At Neo4j, we’ve always been user-driven, and we know that many of you are dealing with increasingly complex questions and uncertain situations.
One of our biggest user communities are developers and data scientists working for businesses that use advanced analytics and data science to improve predictions and drive better decision making. Because relationships are so predictive of behavior, we heard your collective call to simplify the methods of incorporating connected data into your workflows with robust, enterprise-grade features and scale.
We appreciate your candid stories and collaboration, and we’ve used this to create a better solution. As such, we’re excited to announce Neo4j for Graph Data Science™, the first data science environment built to harness the predictive power of relationships for enterprise deployments.

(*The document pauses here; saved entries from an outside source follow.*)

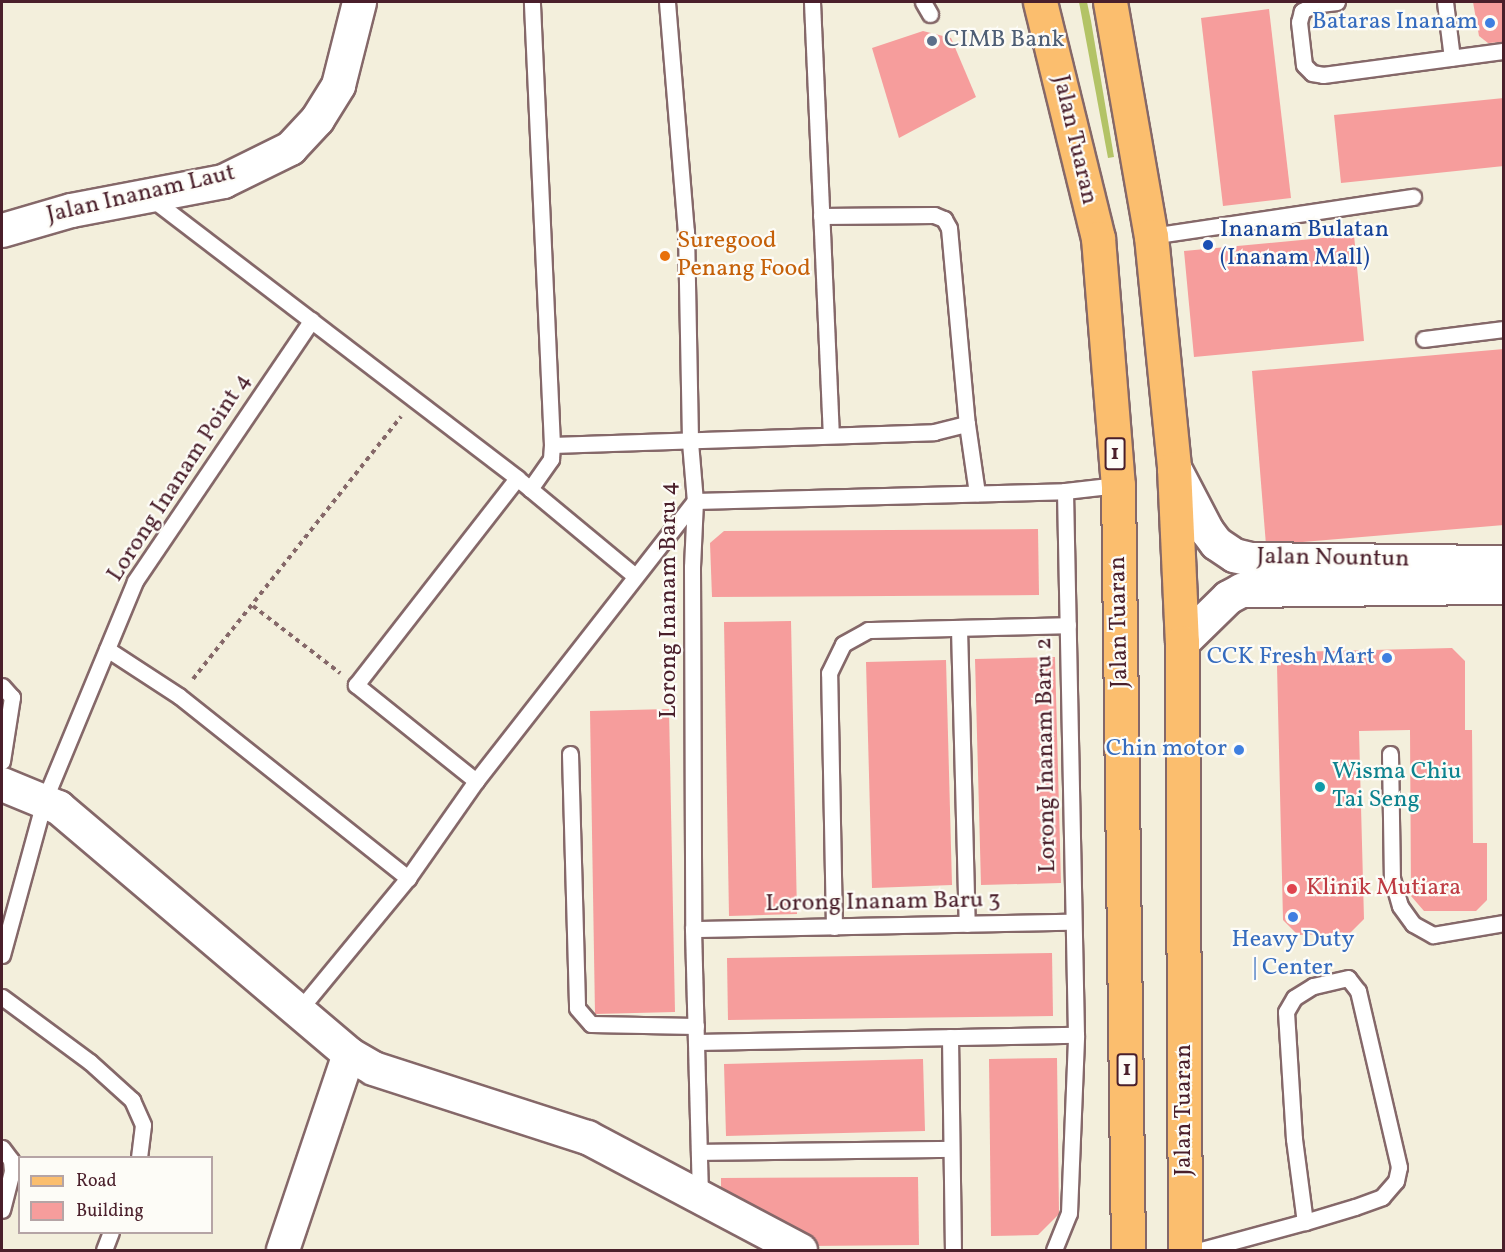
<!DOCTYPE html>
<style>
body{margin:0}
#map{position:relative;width:1505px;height:1252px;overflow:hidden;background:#f3efdc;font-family:Vollkorn,serif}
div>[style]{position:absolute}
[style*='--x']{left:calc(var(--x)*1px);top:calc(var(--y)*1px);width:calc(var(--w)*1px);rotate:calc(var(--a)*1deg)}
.green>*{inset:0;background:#b3c366}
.building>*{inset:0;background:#f69d9c}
.path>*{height:4px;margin-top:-2px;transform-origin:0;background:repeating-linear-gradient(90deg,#856869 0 4.5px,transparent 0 9px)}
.roads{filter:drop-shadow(2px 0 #856869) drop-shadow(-2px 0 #856869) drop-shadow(0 2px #856869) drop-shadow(0 -2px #856869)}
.service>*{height:15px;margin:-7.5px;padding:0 7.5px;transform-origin:7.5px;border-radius:7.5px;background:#fff}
.minor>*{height:32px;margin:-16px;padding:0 16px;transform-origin:16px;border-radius:16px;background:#fff}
.tertiary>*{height:33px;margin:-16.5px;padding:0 16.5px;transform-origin:16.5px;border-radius:16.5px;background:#fff}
.primary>*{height:33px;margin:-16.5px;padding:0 16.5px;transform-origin:16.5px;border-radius:16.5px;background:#fbbe6e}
.dots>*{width:16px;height:16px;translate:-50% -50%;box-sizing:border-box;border:3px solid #fdfcf7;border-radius:50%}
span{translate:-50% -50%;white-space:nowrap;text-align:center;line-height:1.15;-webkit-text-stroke:4.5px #fdfcf7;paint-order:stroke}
.shield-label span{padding:2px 4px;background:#fdfcf7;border:2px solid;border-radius:4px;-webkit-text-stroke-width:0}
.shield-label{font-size:22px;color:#4a1f2b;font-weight:700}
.shop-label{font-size:24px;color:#366cbe}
.right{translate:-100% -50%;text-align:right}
.service-label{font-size:24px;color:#4e5e75}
.left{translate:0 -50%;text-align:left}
.street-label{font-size:24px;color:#4a1f2b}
.transit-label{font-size:24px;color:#164399}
.food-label{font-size:24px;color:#c56008}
.culture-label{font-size:24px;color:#0d838f}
.health-label{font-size:24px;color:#be3a42}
.frame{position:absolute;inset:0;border:3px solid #4a1f2b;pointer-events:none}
.legend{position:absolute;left:18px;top:1156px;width:195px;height:78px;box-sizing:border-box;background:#fdfcf7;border:2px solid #b5a4a5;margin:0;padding:8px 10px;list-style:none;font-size:18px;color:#4a1f2b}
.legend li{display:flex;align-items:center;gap:12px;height:30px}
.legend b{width:30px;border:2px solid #b5a4a5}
</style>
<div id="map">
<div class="green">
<div style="clip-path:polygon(1079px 2px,1087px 2px,1091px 21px,1114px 157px,1108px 158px)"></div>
</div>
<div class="building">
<div style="clip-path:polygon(1473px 2px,1504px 2px,1504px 42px,1488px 43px,1479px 36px)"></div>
<div style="clip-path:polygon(1269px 9px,1291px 198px,1223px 206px,1201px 18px)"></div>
<div style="clip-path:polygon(923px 31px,951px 38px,976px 97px,899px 138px,872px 48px)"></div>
<div style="clip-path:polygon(1504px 98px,1504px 166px,1341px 183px,1334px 115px)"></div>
<div style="clip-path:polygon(1354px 235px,1364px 341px,1194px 357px,1184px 251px)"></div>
<div style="clip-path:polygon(1504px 349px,1504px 525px,1266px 545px,1252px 371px)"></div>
<div style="clip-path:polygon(1038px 529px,1039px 595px,712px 597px,710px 543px,724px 531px)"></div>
<div style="clip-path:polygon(791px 621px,797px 914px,729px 916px,724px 622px)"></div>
<div style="clip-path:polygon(1452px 648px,1465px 661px,1465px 730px,1472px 730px,1473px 843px,1487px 843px,1487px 900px,1476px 911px,1424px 911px,1411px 896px,1410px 730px,1359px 731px,1364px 919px,1350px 933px,1298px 935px,1283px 920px,1277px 666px,1292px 652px)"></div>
<div style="clip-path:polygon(1055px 657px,1061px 883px,981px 885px,975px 659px)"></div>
<div style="clip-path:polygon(946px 660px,952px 885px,872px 888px,866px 662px)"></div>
<div style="clip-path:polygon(669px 709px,675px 1012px,595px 1014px,590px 711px)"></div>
<div style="clip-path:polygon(1052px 953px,1053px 1016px,728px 1020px,727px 958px)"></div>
<div style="clip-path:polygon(1057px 1058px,1059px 1214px,1038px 1235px,991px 1236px,989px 1059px)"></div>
<div style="clip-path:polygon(923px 1059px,925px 1131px,726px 1136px,724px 1064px)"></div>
<div style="clip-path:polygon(918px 1177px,919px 1245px,809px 1246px,721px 1198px,721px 1178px)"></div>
</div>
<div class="path">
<div style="--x:253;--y:606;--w:110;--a:37.6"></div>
<div style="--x:193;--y:679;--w:335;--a:-51.6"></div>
</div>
<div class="roads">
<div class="service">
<div style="--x:667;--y:2;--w:230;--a:85.3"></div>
<div style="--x:686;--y:231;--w:211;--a:88.9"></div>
<div style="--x:690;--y:442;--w:59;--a:85.2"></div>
<div style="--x:695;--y:501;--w:66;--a:92.6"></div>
<div style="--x:692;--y:567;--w:362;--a:89.8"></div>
<div style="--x:693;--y:929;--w:268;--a:88.5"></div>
<div style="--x:812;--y:2;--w:432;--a:87.5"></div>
<div style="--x:923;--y:2;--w:14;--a:60"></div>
<div style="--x:1337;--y:2;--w:24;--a:173"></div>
<div style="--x:1313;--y:5;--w:13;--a:151"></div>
<div style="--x:1302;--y:11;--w:11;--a:105"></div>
<div style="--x:1299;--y:22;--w:43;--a:83.4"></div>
<div style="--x:1304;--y:65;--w:11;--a:45"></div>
<div style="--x:1312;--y:73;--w:11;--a:10"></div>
<div style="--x:1323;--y:75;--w:183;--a:-7.6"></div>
<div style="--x:1445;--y:2;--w:56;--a:82.9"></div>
<div style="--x:151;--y:198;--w:461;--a:37.4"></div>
<div style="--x:517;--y:478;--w:152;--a:39.7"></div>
<div style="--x:821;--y:216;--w:113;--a:-0.5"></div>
<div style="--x:934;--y:215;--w:11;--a:22"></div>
<div style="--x:944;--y:219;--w:10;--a:61"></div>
<div style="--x:949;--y:228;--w:197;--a:84.8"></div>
<div style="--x:967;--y:424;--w:70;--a:81.8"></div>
<div style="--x:1151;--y:236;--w:265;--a:-8.5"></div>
<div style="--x:1424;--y:339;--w:81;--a:-7.1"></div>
<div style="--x:552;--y:445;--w:382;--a:-1.9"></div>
<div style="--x:934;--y:432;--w:34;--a:-14"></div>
<div style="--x:530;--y:489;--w:37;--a:-55"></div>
<div style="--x:551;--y:459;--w:14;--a:-86"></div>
<div style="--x:552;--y:445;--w:443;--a:-92.6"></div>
<div style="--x:959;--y:628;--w:296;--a:88.5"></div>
<div style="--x:107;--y:649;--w:86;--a:33.1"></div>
<div style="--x:179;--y:696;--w:293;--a:38.5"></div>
<div style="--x:2;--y:686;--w:15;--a:48"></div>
<div style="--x:12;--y:697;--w:65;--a:98.9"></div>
<div style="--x:570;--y:754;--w:254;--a:88.4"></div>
<div style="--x:577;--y:1008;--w:21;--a:49"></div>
<div style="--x:591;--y:1024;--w:105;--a:1.1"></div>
<div style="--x:1390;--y:754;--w:124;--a:89.1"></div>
<div style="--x:1392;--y:878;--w:29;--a:74"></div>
<div style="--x:1400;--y:906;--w:22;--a:54"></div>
<div style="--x:1413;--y:924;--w:23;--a:29"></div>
<div style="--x:1433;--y:935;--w:72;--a:-9.6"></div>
<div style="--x:476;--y:781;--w:154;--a:-141.3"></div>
<div style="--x:356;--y:685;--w:262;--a:-52.1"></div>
<div style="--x:834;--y:927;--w:254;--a:-91.1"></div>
<div style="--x:829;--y:673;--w:32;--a:-64"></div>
<div style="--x:843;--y:644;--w:29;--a:-29"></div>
<div style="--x:868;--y:630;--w:200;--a:-1.4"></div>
<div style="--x:693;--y:929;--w:380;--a:-1.1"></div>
<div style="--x:2;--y:955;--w:160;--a:-74.7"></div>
<div style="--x:44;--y:801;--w:238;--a:-67.5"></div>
<div style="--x:135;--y:581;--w:315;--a:-55.9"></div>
<div style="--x:2;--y:997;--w:109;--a:36.5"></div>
<div style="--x:90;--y:1062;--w:57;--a:42.1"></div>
<div style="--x:132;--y:1100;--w:27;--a:66"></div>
<div style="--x:143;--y:1125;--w:33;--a:97"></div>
<div style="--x:300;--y:1009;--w:170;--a:-50.5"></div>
<div style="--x:408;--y:878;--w:118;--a:-55"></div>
<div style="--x:476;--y:781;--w:355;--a:-52"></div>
<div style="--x:695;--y:501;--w:370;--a:-1.5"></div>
<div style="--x:1065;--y:491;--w:53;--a:-6.5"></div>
<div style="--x:950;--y:1037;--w:213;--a:89.2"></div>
<div style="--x:696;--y:1042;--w:380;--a:-1.1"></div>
<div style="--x:2;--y:1148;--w:15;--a:53"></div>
<div style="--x:11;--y:1160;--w:11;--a:85"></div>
<div style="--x:12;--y:1171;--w:40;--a:104.4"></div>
<div style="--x:699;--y:1152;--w:252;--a:-0.7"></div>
<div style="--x:104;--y:1250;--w:19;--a:-69"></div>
<div style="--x:1054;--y:1250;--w:40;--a:-68"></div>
<div style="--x:1069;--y:1213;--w:178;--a:-87.7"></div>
<div style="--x:1076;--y:1035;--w:544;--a:-91.16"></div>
<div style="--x:1201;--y:1250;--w:108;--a:-15.1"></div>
<div style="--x:1305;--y:1222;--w:52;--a:-16.7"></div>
<div style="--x:1355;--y:1207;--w:29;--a:-20"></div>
<div style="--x:1382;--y:1197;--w:21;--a:-49"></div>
<div style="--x:1396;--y:1181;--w:14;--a:-78"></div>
<div style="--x:1399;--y:1167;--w:181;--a:-103.1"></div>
<div style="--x:1358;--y:991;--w:16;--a:-128"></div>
<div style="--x:1348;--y:978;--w:36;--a:167"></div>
<div style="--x:1313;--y:986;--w:22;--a:148"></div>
<div style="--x:1294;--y:998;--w:16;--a:120"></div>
<div style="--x:1286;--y:1012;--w:127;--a:86.4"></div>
<div style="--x:1294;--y:1139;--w:84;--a:82.5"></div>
</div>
<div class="minor">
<div style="--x:283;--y:1250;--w:207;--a:-71.4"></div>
</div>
<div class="tertiary">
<div style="--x:2;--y:230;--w:72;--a:-16.2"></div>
<div style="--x:71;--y:210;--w:155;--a:-10.8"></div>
<div style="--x:223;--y:181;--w:75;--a:-26.2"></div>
<div style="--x:290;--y:148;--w:40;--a:-47"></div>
<div style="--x:317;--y:119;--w:40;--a:-58"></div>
<div style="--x:338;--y:85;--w:86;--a:-75.8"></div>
<div style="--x:1174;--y:468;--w:71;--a:62.4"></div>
<div style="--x:1207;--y:531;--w:15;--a:53"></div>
<div style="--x:1216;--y:543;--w:22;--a:34"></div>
<div style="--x:1234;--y:555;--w:16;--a:14"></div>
<div style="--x:1250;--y:559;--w:254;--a:0.7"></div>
<div style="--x:1182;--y:642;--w:64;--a:-44.4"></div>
<div style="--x:1228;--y:597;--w:15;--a:-28"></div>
<div style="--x:1241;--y:590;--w:263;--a:-0.7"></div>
<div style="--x:2;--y:784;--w:61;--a:22.3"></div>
<div style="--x:58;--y:807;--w:382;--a:40.3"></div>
<div style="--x:349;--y:1054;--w:28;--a:30"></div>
<div style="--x:373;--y:1068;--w:225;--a:17.9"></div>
<div style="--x:587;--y:1137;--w:241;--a:27.9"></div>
</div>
<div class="primary">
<div style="--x:1040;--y:2;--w:243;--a:76.2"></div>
<div style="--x:1098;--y:238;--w:248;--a:85.4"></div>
<div style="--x:1118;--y:485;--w:765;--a:89.25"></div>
<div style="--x:1110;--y:2;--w:238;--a:80.1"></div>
<div style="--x:1151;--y:236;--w:233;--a:84.3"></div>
<div style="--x:1174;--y:468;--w:174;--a:87.4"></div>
<div style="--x:1182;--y:642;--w:608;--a:89.72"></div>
</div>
</div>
<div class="dots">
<div style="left:1490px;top:23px;background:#3f7fe0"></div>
<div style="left:932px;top:41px;background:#5c6f8a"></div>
<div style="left:1208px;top:245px;background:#1a4fb4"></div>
<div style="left:665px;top:256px;background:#e8710a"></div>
<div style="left:1387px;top:658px;background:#3f7fe0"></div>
<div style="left:1239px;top:750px;background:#3f7fe0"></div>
<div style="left:1320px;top:787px;background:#0f9aa8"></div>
<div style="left:1292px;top:889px;background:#e0444e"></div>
<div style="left:1293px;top:917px;background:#3f7fe0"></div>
</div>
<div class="shield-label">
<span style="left:1115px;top:454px">1</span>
<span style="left:1127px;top:1070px">1</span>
</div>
<div class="shop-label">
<span class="right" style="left:1478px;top:23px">Bataras Inanam</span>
<span class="right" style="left:1375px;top:658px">CCK Fresh Mart</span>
<span class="right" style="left:1227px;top:750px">Chin motor</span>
<span style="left:1293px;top:955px">Heavy Duty<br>| Center</span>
</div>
<div class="service-label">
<span class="left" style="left:944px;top:41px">CIMB Bank</span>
</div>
<div class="street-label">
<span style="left:1074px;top:140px;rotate:77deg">Jalan Tuaran</span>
<span style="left:141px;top:195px;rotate:-13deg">Jalan Inanam Laut</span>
<span style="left:180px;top:478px;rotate:-57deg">Lorong Inanam Point 4</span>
<span style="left:1333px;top:559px;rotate:1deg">Jalan Nountun</span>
<span style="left:670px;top:600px;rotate:-90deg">Lorong Inanam Baru 4</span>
<span style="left:1120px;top:622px;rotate:-91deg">Jalan Tuaran</span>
<span style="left:1047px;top:755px;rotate:-91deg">Lorong Inanam Baru 2</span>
<span style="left:883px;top:903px;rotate:-1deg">Lorong Inanam Baru 3</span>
<span style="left:1185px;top:1110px;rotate:-90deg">Jalan Tuaran</span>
</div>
<div class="transit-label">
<span class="left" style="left:1220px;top:245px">Inanam Bulatan<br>(Inanam Mall)</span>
</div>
<div class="food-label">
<span class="left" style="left:677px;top:256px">Suregood<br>Penang Food</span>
</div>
<div class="culture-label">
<span class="left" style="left:1332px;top:787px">Wisma Chiu<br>Tai Seng</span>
</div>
<div class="health-label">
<span class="left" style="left:1306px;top:889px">Klinik Mutiara</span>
</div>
<div class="frame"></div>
<ul class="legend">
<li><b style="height:8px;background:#fbbe6e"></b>Road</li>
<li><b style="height:16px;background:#f69d9c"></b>Building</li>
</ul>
</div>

Neo4j for Graph Data Science is an ecosystem of tools that includes:
What Is Graph Data Science?
When speaking to practitioners, the first questions I’m often asked is, “What is graph data science and how is it different from what I’m already doing?”
Simply put, graph data science is connected data science, where relationships are first-class citizens and the connections between your data points can be used to make better, more accurate predictions. Instead of thinking about your data in rows and columns, you begin to consider the importance of the relationships between those data points, which are potentially far more valuable for predictive accuracy than your flat tabular descriptors.
Graph data science uses multidisciplinary workflows – combining queries, statistics, graph algorithms and ML techniques – for leveraging the relationships and topology of connected data to power artificial intelligence (AI) applications. Beyond algorithms and statistics, graph data science uses expressive Cypher queries to interrogate your graph and find local patterns. Visualization tools like Bloom advance efforts to explore, summarize and interact with your data.
Graph data science is broken down into two categories: graph analytics and graph-enhanced machine learning.
Graph analytics uses global queries or graph algorithms to answer specific questions, such as how many customers are in a marketing graph, are there any fraud rings in transaction data, or who’s the most important influencer in a network. Often, these kinds of questions can’t be answered without graphs.
Graph-enhanced machine learning uses graph algorithms or queries to describe the global topology or connectivity of your data set, and those features are used to train traditional ML models. You can add in descriptors based on your graph topology and relationships as additional features (or columns) in the model building pipelines that you’re used to using. Graph-based features let you make better predictions, using the data you already have.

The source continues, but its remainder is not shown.